Conservation model benefits both ecological and economic needs of Great Salt Lake

Author: Brandi Klingerman

Gary Belovsky UndercGillen Director of UNDERC Gary Belovsky

In the United States, the Great Salt Lake in Utah is home to a multimillion dollar brine shrimp industry, which collects and sells the brine shrimp cysts, or eggs, as a food source for prawn farming around the world. However, the GSL and brine shrimp are also a key resource for waterbirds during migration and nesting. To balance the needs of the animals and the industry that rely on brine shrimp cysts, a University of Notre Dame researcher and the Utah Division of Wildlife Resources (UDWR) completed a study over 20 years to evaluate and improve management of the GSL.

In the 1990s, concerns emerged about how the harvesting of brine shrimp cysts was affecting the needs of waterbirds that annually utilize the GSL. In 1992, the State of Utah began requiring harvesters to purchase a license to better monitor the industry. Then, just four years later, a formal harvest management system was finally put into place after an emergency closure of the cyst harvest season, which was necessary to protect the lake’s ecological system.

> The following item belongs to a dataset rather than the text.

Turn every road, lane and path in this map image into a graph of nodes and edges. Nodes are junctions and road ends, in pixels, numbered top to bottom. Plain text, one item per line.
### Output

“I began studying the GSL in 1994 with the UDWR before any harvesting limitations had been set,” said Gary Belovsky, Gillen Director of the University of Notre Dame Environmental Research Center and professor of biological sciences. “Due to our timing and expertise, our research team had a unique opportunity to develop a management strategy, see it eventually implemented through policy, and realize the benefits of adaptive management to conservation and industry in real-time.”

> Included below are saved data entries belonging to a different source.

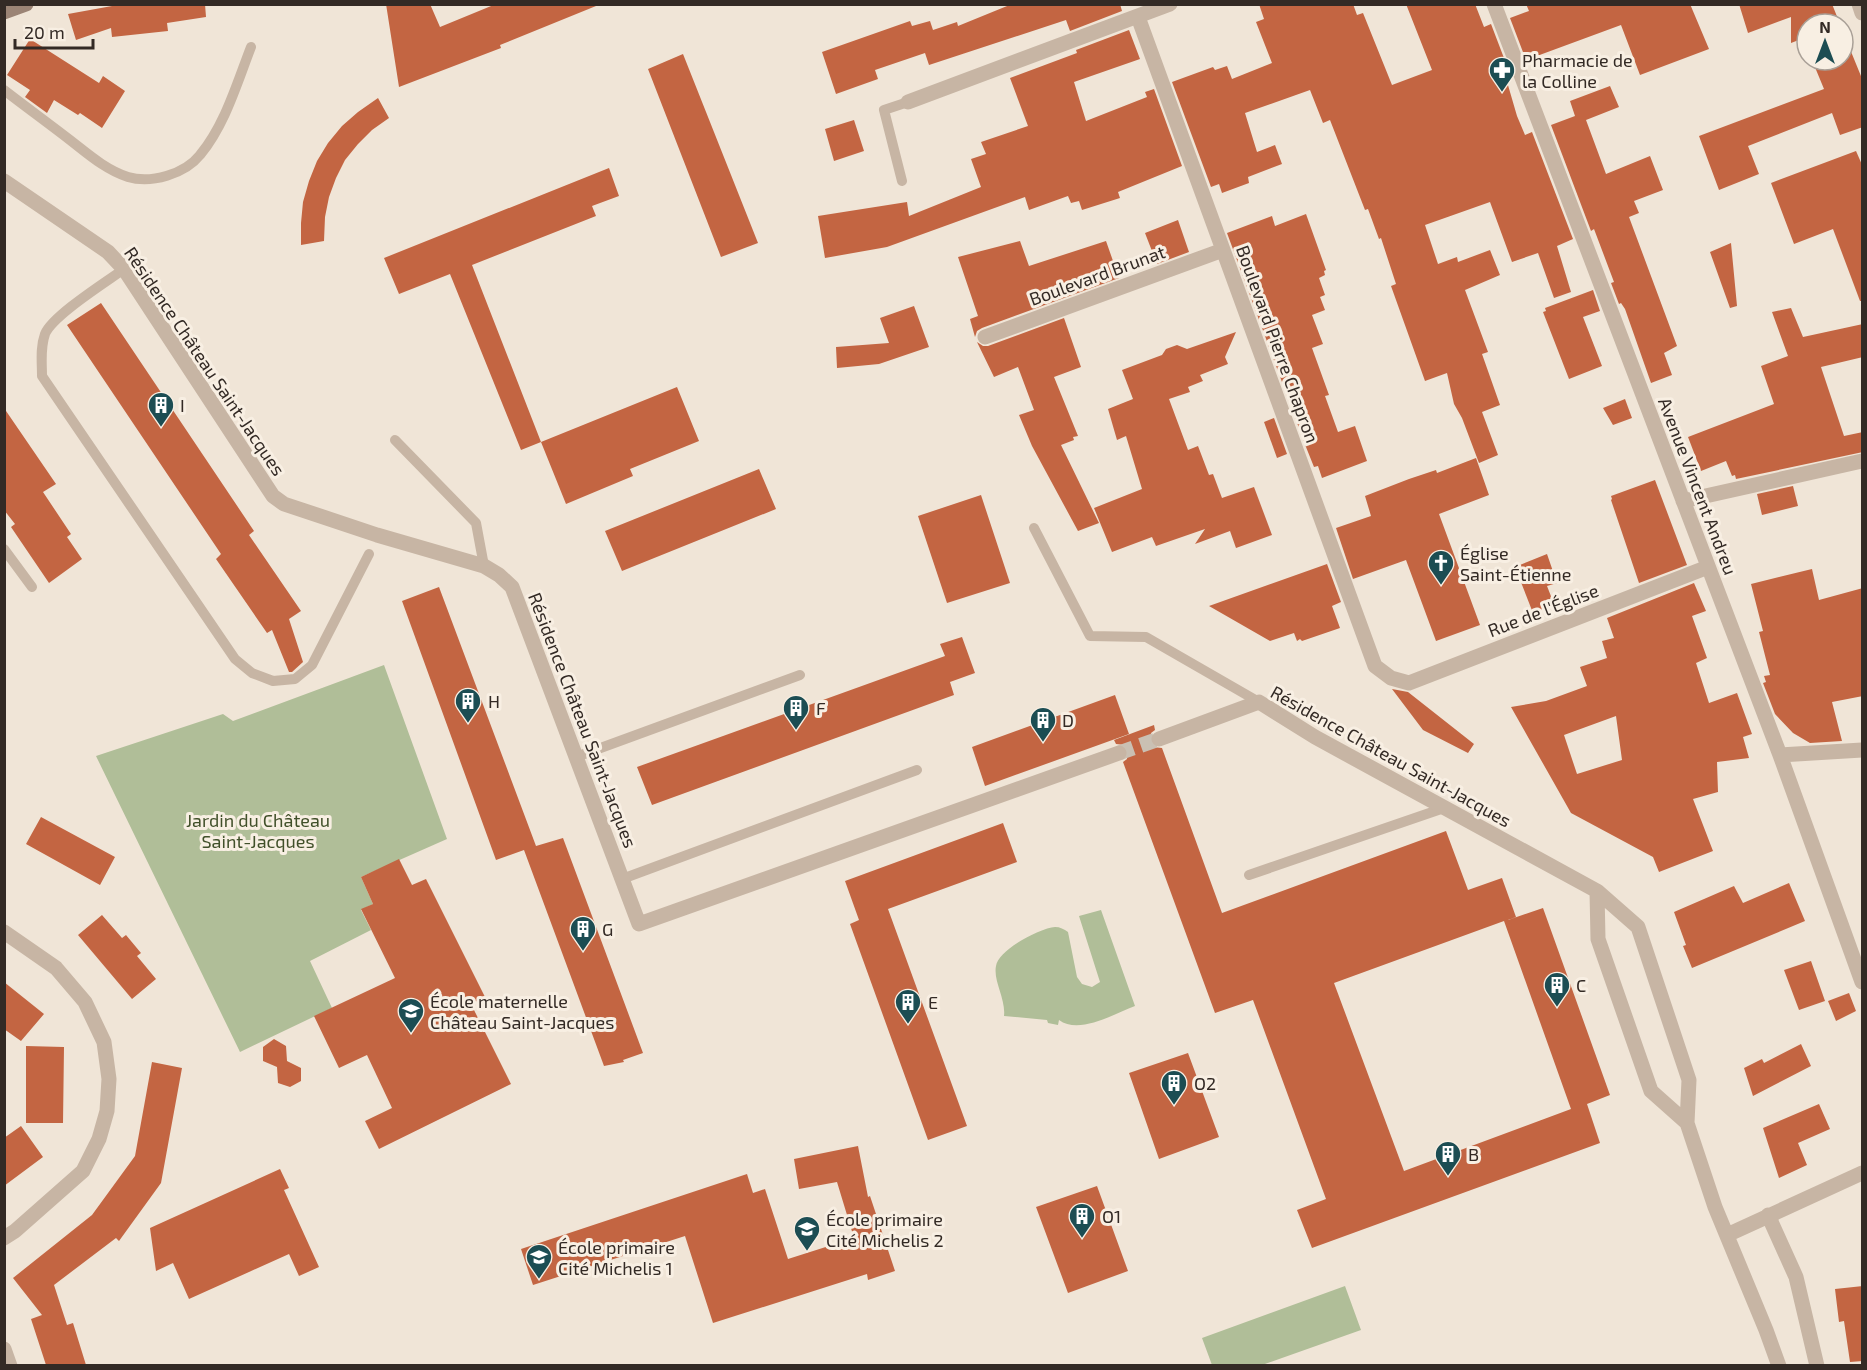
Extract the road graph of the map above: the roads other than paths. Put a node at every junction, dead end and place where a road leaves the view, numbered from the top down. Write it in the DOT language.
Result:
graph roads {
  1 [pos="26,4"];
  2 [pos="1170,4"];
  3 [pos="1494,4"];
  4 [pos="1859,4"];
  5 [pos="4,12"];
  6 [pos="1863,13"];
  7 [pos="1138,17"];
  8 [pos="251,47"];
  9 [pos="4,90"];
  10 [pos="908,102"];
  11 [pos="4,181"];
  12 [pos="902,181"];
  13 [pos="1223,250"];
  14 [pos="124,269"];
  15 [pos="985,337"];
  16 [pos="395,441"];
  17 [pos="1863,461"];
  18 [pos="1683,501"];
  19 [pos="1034,528"];
  20 [pos="4,549"];
  21 [pos="369,554"];
  22 [pos="484,566"];
  23 [pos="1708,567"];
  24 [pos="32,587"];
  25 [pos="800,675"];
  26 [pos="1391,678"];
  27 [pos="1259,702"];
  28 [pos="1159,739"];
  29 [pos="1863,750"];
  30 [pos="1119,753"];
  31 [pos="1780,755"];
  32 [pos="576,757"];
  33 [pos="917,770"];
  34 [pos="1444,808"];
  35 [pos="1250,875"];
  36 [pos="622,879"];
  37 [pos="1598,891"];
  38 [pos="4,932"];
  39 [pos="1863,982"];
  40 [pos="1687,1123"];
  41 [pos="1863,1173"];
  42 [pos="1768,1215"];
  43 [pos="1727,1235"];
  44 [pos="4,1238"];
  45 [pos="4,1349"];
  46 [pos="10,1365"];
  47 [pos="1779,1365"];
  48 [pos="1817,1365"];
  1 -- 5 [label="street"];
  2 -- 7 [label="street"];
  3 -- 18 [label="street, Avenue Vincent Andreu"];
  4 -- 6 [label="street"];
  7 -- 10 [label="street"];
  7 -- 13 [label="street, Boulevard Pierre Chapron"];
  8 -- 9 [label="lane"];
  10 -- 12 [label="lane"];
  11 -- 14 [label="street, Résidence Château Saint-Jacques"];
  13 -- 15 [label="street, Boulevard Brunat"];
  13 -- 26 [label="street, Boulevard Pierre Chapron"];
  14 -- 21 [label="lane"];
  14 -- 22 [label="street, Résidence Château Saint-Jacques"];
  16 -- 22 [label="lane"];
  17 -- 18 [label="street"];
  18 -- 23 [label="street, Avenue Vincent Andreu"];
  19 -- 27 [label="lane"];
  20 -- 24 [label="lane"];
  22 -- 32 [label="street, Résidence Château Saint-Jacques"];
  23 -- 26 [label="street, Rue de l'Église"];
  23 -- 31 [label="street, Avenue Vincent Andreu"];
  25 -- 32 [label="lane"];
  27 -- 28 [label="street, Résidence Château Saint-Jacques"];
  27 -- 34 [label="street, Résidence Château Saint-Jacques"];
  29 -- 31 [label="street"];
  30 -- 36 [label="street, Résidence Château Saint-Jacques"];
  31 -- 39 [label="street, Avenue Vincent Andreu"];
  32 -- 36 [label="street, Résidence Château Saint-Jacques"];
  33 -- 36 [label="lane"];
  34 -- 35 [label="lane"];
  34 -- 37 [label="street, Résidence Château Saint-Jacques"];
  37 -- 40 [label="street, Résidence Château Saint-Jacques"];
  37 -- 40 [label="street, Résidence Château Saint-Jacques"];
  38 -- 44 [label="street"];
  40 -- 43 [label="street, Résidence Château Saint-Jacques"];
  41 -- 42 [label="street"];
  42 -- 43 [label="street"];
  42 -- 48 [label="street"];
  43 -- 47 [label="street, Résidence Château Saint-Jacques"];
  45 -- 46 [label="street"];
}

Belovsky and W. Clay Perschon from the UDWR were tasked with monitoring the GSL and collecting data about the ecology of the lake, its inhabitants, and the waterbirds that rely on it. Nearly a third of all western birds in the United States nest or migrate through the GSL, including more than two-thirds of the Eared Grebe bird population, which primarily eat brine shrimp. 

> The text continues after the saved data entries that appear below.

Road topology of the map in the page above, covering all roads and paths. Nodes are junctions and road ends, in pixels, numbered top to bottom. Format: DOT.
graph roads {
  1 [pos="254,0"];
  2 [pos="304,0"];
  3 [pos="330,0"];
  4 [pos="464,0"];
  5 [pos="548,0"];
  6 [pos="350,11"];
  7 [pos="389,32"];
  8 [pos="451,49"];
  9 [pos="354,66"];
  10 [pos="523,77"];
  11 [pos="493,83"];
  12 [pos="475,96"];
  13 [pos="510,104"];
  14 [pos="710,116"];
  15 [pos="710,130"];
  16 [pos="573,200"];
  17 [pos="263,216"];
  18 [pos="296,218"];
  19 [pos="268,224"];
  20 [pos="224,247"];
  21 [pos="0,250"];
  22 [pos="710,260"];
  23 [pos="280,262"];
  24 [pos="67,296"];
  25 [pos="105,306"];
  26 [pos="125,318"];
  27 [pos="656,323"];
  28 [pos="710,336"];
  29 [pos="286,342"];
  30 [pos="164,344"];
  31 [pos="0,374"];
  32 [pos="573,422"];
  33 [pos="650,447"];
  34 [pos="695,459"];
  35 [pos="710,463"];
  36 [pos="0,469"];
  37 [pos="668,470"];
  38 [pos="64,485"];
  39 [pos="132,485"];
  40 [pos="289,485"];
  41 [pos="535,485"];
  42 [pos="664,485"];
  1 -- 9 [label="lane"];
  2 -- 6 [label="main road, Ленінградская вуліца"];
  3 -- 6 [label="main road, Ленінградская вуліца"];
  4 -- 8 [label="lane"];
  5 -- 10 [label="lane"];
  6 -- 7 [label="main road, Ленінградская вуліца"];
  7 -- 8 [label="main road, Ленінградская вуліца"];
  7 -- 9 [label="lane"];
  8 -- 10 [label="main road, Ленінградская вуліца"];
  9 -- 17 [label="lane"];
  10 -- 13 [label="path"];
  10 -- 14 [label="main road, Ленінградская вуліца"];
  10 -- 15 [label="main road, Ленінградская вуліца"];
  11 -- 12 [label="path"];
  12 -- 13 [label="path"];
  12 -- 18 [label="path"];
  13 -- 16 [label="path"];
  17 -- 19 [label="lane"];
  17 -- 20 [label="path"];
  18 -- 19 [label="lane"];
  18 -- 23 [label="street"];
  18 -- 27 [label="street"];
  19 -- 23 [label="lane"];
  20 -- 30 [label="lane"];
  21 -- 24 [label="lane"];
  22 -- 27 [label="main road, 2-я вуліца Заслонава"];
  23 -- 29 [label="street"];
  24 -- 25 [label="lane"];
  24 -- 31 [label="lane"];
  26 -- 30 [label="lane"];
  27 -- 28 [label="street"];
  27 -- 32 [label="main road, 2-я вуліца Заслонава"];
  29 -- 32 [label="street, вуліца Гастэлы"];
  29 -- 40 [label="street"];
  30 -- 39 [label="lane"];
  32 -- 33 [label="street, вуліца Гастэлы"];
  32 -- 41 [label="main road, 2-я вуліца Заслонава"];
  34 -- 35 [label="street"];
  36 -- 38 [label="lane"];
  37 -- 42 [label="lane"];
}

In 1997, researchers developed a model to project how many cysts should be left unharvested so that enough cysts would be left to hatch the next spring to feed the waterbirds. The model uses adaptive management, meaning that each year the model is improved based on a number of factors and results from that year’s particular harvest and brine shrimp population. By implementing this type of management system, the State of Utah prevents overharvesting, which could deplete the brine shrimp population beyond repair.

“Although overharvesting can hurt waterbirds, when unchecked it could also cause the productivity of the brine shrimp populations to sharply decline for the harvest industry. This would make it difficult for the GSL to recover and has been detrimental at other locations where brine shrimp were harvested,” said Belovsky. “While conservation of brine shrimp with the adaptive management plan is important ecologically, it is also critical to sustain the brine shrimp industry for the State of Utah’s economy.”

Although Belovsky turned over the harvest model to the State of Utah in 2014, the state continues this management system today. 

The study titled “A Management Case Study for a New Commercial Fishery: brine shrimp harvesting in Great Salt Lake” was published in Ecological Applications and was funded by the UDWR as well as supported by the Great Salt Lake Technical Advisory Group, a state advisory group that reviews lake health and research.